China is set to release its economic growth data Tuesday, and international markets are anxious over the slowest expansion rate of the world's second largest economy since 1990. Meanwhile, analysts claim that despite slow growth in last year's fourth quarter, the country remains one of the strongest economies in the world.
ABC News reported that private sectors projects China's economic growth to be slightly higher than its 6.9 percent in the third quarter last year or it could drop as low as 6.4 percent. This may be small numbers, but it is still one of the strongest economic growth rates in the world, coming in second to India, which is only a tenth of China's size.
The Financial Times wrote that China's peak economic growth reached 14.2 percent back in 2007. Growth has constantly been declining since the ruling Communist Party shift from the traditional investment and trade models to self-sustaining growth through promoting domestic consumption and services.

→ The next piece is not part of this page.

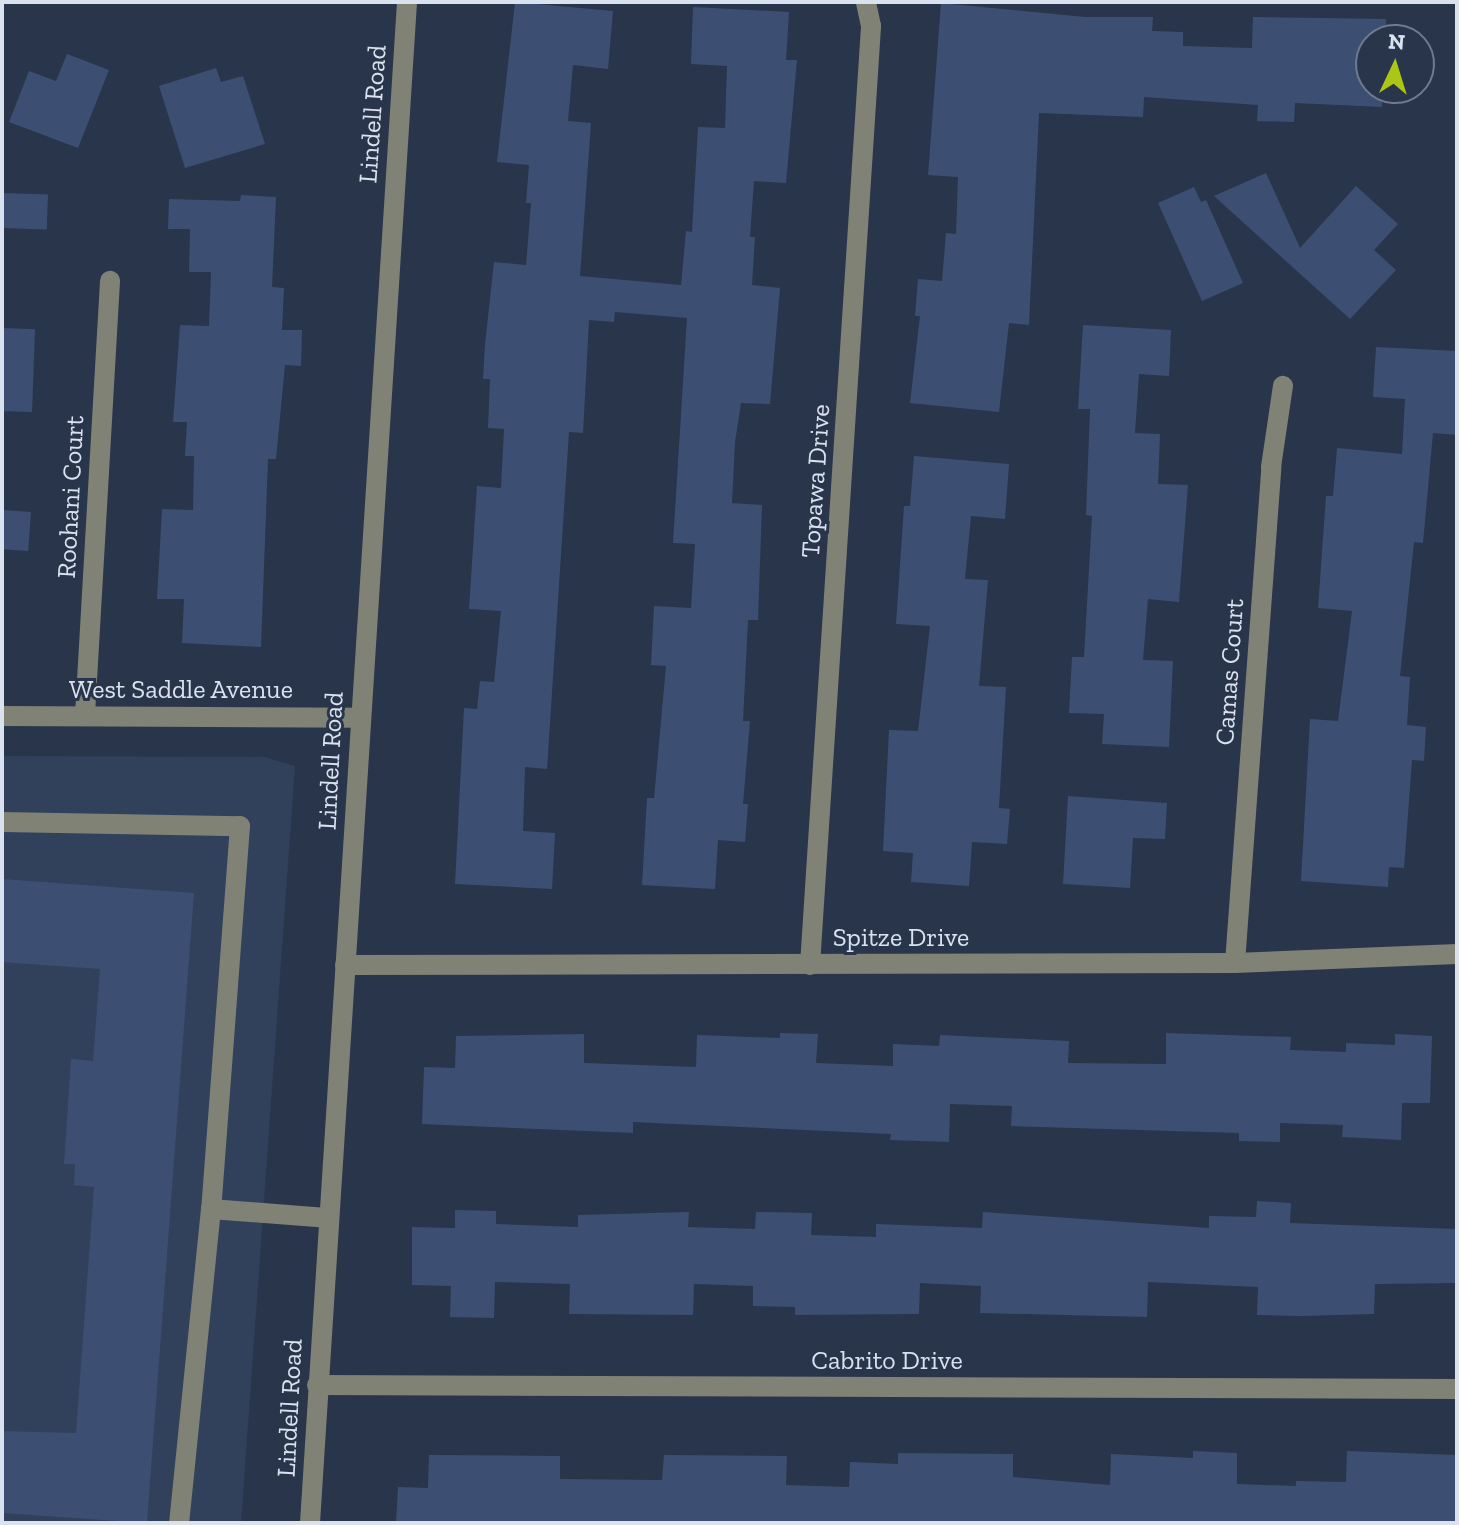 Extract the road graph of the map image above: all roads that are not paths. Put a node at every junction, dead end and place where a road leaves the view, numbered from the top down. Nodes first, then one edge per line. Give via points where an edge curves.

"The moderation would largely reflect a much smaller contribution from financial services (reflecting the slump in the equity market). However, growth in the rest of the economy should be similar to the third quarter, as weakness in mining, construction and heavy industry are largely countered by stronger public infrastructure spending, consumption and services," said Japanese financial holding company Nomura in a report by CNBC. "Overall, the timelier monthly data are likely to signal that growth is stabilizing (albeit at a low level and likely only temporarily), underpinned by the cumulative policy easing measures and consistent with the stronger-than- expected trade and total social financing data for December."
The International Monetary Fund, along with the private sector expects China's economic growth to have dropped to only 6.8 percent for the entire year of 2015. The ruling party aims to hit a 7 percent growth. China's economic growth is seen to slump down further this year and the following years until it finally rebounds before the end of 2020.